Investment projects should focus on these two points: stay true to your role, respect common sense.

CN
5 hours ago

I am now increasingly inclined to track a project or a company for the long term and hold onto it.

Here, long-term holding does not mean holding onto it without selling; rather, it means that as long as I recognize its development direction and construction progress, as long as its price is not excessively high, and as long as there are no significant hidden dangers in its fundamentals, I will not be too concerned about short-term price fluctuations and will continue to hold its tokens or stocks.

Among the three "as long as" conditions mentioned above, the first and second are subjective views of the investor, which are often open to interpretation and difficult to judge as right or wrong.

However, I increasingly feel that the third one follows objective rules that can be learned, especially from a wealth of classic cases, from which valuable experiences and lessons can be drawn. Once I discover significant hidden dangers in a project's fundamentals, regardless of its current price or trend, or how impressive its other factors may appear, I will not hesitate to sell off the project's tokens or stocks.

In the past two weeks, a member of an investment group strongly recommended a book titled "Classic Cases of Value Investment: China Evergrande." The author is Zheng He Qisheng, and it was published by Tsinghua University Press in 2019—three years before Evergrande officially collapsed in 2022.

This group member recommended this book at this time hoping that everyone could review the problems in Evergrande's growth process as a counterexample and learn investment lessons from it.

Regarding Evergrande, I mentioned it in a previous article and also wrote about a short-selling report released by Citron Research at that time. This event is detailed in the book, which lists several points from the Citron report and Evergrande's rebuttal.

After Citron released that famous report, several investment banks closely tied to Evergrande (including JPMorgan, Deutsche Bank, and UBS) came out in support of Evergrande.

Only Lyon Securities expressed a viewpoint that now seems quite insightful: it believed that the market should not focus on "what aspects Evergrande is being questioned about," but rather "why Evergrande is being questioned." Lyon Securities argued that Evergrande's business strategy was overly aggressive, pushing operational and financial limits, making it an easy target for short-sellers.

At that time, Evergrande was still at its peak, but Lyon Securities was not blinded by its superficial glamour; instead, it pointed out Evergrande's key issue directly: excessive aggressiveness, pushing to the limit. In simple terms, Evergrande had very obvious problems regarding its debt.
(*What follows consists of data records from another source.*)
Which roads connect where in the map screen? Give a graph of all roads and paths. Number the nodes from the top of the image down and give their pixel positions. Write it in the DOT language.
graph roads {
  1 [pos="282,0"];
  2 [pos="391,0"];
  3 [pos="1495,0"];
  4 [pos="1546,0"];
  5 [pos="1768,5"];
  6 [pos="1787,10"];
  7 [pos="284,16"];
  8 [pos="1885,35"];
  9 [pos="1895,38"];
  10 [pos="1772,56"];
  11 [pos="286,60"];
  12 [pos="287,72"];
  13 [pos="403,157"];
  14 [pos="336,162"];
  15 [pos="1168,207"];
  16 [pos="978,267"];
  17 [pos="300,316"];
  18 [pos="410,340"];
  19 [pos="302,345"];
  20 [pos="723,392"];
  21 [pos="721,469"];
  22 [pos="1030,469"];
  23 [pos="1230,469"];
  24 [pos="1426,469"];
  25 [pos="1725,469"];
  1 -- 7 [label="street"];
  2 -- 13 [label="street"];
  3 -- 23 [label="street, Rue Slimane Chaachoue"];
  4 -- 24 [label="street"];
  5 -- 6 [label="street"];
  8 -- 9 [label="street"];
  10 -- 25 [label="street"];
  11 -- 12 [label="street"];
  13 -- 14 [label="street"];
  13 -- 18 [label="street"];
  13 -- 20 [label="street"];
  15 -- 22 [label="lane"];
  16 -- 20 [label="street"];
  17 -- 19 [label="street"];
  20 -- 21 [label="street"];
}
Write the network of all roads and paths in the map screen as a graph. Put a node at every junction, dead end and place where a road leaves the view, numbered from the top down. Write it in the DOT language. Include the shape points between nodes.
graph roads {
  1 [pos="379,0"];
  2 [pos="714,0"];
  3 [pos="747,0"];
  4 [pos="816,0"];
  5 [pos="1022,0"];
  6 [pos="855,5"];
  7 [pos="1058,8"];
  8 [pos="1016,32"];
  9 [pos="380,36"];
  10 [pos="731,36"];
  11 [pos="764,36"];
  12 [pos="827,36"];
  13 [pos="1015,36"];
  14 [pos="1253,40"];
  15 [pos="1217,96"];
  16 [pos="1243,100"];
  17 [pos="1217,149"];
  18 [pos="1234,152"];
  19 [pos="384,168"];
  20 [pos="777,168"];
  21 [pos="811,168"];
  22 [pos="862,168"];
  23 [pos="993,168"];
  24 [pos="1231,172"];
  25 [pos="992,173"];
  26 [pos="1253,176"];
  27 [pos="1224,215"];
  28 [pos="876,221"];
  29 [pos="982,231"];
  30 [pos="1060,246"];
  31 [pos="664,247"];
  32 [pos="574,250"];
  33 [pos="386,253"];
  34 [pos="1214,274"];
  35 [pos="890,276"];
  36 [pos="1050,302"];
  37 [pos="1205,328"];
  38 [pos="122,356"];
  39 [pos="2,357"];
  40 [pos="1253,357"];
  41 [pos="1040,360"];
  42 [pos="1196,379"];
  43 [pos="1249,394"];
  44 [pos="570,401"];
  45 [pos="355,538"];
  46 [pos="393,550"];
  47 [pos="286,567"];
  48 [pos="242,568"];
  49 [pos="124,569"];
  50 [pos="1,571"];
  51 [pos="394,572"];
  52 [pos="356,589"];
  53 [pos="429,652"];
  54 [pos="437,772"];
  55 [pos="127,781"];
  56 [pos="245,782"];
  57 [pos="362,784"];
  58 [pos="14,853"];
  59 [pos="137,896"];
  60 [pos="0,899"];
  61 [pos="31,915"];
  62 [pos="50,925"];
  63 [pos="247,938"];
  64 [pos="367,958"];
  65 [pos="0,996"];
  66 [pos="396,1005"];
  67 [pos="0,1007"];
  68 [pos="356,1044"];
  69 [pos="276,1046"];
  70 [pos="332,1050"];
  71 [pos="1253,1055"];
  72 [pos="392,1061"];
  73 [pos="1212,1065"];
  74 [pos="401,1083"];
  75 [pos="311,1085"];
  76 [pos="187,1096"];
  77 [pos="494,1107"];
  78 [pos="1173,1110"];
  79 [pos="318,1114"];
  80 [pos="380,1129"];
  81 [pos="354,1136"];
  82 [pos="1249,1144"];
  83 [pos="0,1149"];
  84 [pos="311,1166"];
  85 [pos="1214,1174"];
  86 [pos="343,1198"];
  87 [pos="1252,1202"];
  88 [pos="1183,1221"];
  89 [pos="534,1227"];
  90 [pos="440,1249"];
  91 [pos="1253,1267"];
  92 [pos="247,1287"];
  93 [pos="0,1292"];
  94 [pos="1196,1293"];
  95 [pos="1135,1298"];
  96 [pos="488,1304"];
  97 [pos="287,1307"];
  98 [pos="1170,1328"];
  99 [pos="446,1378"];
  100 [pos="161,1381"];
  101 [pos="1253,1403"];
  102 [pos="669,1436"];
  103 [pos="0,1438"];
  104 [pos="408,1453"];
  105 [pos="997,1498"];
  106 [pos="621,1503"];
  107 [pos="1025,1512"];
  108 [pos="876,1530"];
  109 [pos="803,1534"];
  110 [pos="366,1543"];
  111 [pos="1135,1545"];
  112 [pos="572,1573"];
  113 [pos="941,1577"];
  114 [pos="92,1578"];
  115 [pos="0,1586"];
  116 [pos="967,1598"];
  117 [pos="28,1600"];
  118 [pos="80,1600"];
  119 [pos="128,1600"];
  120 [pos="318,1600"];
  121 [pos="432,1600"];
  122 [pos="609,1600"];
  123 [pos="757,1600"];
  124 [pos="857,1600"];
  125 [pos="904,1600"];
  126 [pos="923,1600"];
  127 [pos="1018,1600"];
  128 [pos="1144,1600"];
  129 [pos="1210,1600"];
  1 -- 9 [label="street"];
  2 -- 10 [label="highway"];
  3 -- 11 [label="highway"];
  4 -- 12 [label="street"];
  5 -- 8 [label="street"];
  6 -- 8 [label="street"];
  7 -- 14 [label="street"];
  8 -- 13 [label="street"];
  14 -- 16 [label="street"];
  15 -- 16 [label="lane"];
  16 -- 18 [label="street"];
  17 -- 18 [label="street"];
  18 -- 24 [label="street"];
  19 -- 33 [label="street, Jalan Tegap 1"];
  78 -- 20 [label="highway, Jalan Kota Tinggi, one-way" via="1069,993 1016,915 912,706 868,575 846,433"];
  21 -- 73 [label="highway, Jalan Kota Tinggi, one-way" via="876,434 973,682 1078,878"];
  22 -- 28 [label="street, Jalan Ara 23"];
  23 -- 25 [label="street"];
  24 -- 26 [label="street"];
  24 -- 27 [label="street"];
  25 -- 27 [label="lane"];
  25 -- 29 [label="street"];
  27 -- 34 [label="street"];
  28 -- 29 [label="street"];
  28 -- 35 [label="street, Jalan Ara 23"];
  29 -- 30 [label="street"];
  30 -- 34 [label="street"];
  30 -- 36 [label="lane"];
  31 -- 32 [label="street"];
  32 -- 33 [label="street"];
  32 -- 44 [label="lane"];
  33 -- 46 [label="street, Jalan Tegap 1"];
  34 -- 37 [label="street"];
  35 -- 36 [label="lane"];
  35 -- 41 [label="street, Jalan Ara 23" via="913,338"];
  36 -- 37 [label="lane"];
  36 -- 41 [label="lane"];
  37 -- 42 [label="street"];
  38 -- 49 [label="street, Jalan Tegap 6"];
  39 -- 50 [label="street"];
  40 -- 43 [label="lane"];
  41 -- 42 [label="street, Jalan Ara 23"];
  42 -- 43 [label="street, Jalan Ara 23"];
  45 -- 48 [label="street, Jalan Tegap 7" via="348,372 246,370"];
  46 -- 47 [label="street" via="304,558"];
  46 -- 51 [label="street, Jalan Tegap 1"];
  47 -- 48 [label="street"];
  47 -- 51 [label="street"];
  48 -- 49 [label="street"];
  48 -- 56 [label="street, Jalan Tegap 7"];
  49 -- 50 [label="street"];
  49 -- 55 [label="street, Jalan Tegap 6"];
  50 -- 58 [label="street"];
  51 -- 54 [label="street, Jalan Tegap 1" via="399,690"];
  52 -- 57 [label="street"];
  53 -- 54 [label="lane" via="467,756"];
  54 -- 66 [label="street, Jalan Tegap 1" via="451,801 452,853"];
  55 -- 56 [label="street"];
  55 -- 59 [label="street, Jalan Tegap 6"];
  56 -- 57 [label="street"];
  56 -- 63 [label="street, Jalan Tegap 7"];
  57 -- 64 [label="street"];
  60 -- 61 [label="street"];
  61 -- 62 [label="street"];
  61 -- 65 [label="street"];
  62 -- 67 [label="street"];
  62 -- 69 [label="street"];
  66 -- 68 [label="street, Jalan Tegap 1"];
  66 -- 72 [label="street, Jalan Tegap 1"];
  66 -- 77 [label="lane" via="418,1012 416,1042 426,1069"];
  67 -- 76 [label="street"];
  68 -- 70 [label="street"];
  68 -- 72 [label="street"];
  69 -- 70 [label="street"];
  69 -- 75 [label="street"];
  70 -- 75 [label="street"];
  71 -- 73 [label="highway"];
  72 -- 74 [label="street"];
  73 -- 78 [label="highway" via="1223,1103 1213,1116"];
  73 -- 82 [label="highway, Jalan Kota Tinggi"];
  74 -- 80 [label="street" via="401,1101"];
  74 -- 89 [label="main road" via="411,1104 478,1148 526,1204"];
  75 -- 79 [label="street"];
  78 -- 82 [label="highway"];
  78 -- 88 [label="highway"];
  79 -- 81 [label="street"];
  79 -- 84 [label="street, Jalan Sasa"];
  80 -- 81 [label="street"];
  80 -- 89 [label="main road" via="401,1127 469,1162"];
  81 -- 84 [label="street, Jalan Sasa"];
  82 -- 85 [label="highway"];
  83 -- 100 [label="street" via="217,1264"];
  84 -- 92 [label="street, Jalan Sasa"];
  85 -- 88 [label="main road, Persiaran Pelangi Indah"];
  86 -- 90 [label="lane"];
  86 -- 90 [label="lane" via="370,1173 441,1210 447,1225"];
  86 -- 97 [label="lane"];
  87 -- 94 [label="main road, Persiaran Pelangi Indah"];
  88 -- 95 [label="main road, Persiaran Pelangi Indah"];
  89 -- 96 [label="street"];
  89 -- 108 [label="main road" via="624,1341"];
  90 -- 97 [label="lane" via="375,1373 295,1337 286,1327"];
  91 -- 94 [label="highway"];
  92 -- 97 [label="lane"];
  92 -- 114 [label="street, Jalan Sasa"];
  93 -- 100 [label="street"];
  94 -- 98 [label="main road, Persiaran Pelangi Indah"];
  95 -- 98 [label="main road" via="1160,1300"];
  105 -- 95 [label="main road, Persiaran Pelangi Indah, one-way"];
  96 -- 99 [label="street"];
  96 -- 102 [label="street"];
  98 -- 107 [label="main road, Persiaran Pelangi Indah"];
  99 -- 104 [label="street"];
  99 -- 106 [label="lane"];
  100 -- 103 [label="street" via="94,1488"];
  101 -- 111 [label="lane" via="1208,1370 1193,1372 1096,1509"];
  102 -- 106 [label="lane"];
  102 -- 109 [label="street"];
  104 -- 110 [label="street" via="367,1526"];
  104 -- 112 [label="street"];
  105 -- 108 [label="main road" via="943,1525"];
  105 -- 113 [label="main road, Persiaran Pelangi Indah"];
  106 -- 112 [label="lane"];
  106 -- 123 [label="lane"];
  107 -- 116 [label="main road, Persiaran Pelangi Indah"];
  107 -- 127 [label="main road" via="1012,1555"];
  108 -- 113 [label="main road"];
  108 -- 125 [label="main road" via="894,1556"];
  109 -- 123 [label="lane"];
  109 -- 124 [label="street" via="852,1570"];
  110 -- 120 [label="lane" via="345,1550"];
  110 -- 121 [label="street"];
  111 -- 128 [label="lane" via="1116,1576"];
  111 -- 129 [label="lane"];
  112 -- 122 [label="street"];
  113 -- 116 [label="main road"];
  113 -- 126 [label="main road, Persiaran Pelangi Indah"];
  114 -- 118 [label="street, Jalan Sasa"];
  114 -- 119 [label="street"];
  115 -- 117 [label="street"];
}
When I read this paragraph, I recalled what Duan Yongping said in that investment Q&A book about "common sense," emphasizing that businesses should operate "within their means," and how he would exclude companies that do not conform to common sense and are not operating within their means.

He particularly emphasized the debt risk of companies, even estimating the "purchase" price of a company more cautiously than the average investor, incorporating the company's debt into the cost.

Among all the listed real estate companies domestically and internationally, to my knowledge, apart from his early investment in Vanke, he seems not to have touched any other real estate companies. Moreover, he only held Vanke for a short period before selling it. He believed he could only see the value of Vanke at the time he sold it.

Using this method to look at the Evergrande case makes it even clearer.

Objectively speaking, from many aspects, Evergrande is quite excellent, but its fundamental problem is that in pursuit of rapid expansion, it recklessly leveraged itself and fell into a debt trap.

This is an example of operating outside one's means.

In fact, this problem is visible to everyone. But the key is, when everyone can see that a company has fallen into a deep pit, how many people will peel away the shiny exterior and still firmly believe in common sense and operating within one's means?

In this book, the author's viewpoint is that for real estate companies, a debt ratio like Evergrande's is normal, which does not affect the investment value of real estate companies. The author even cites examples of the best XX company having a debt of XX.

In other words, in the author's view, the entire industry is like this, so it is not a problem. The entire industry is operating outside its means and violating common sense, so it is not the industry that has a problem, but rather common sense that is problematic, and operating within one's means is outdated.

(The real estate industry discussed here does not include state-owned real estate enterprises with a special status.)

The debt issue is one aspect of common sense and operating within one's means; in fact, there are many other factors that companies must respect as common sense and operating within one's means—such as treating consumers with integrity and honesty.

Among the new car-making forces, there is a company I once admired very much. This company has created miracles across various fields, but recently, when I saw more and more expressions from the founder of that company in promotional contexts, I did not see an attitude of integrity and honesty towards consumers, but rather opportunism.

I wonder why it has changed like this?

If I compare it to the journey Evergrande went through in the book mentioned above, the possible reason I can think of is:

Could it be that in pursuit of rapid expansion, to seize the so-called opportunities, and to bet on their future, they have taken a path that is outside their means and does not respect common sense?

If a company continues to develop in this manner, its outcome is likely to be grim.

If an industry continues to develop in this manner, the outcome for that industry is also likely to be grim.

Disrespecting common sense and not operating within one's means, no matter how dazzling and brilliant it may seem at the moment, is only temporary; the final outcome will inevitably follow the laws of common sense development.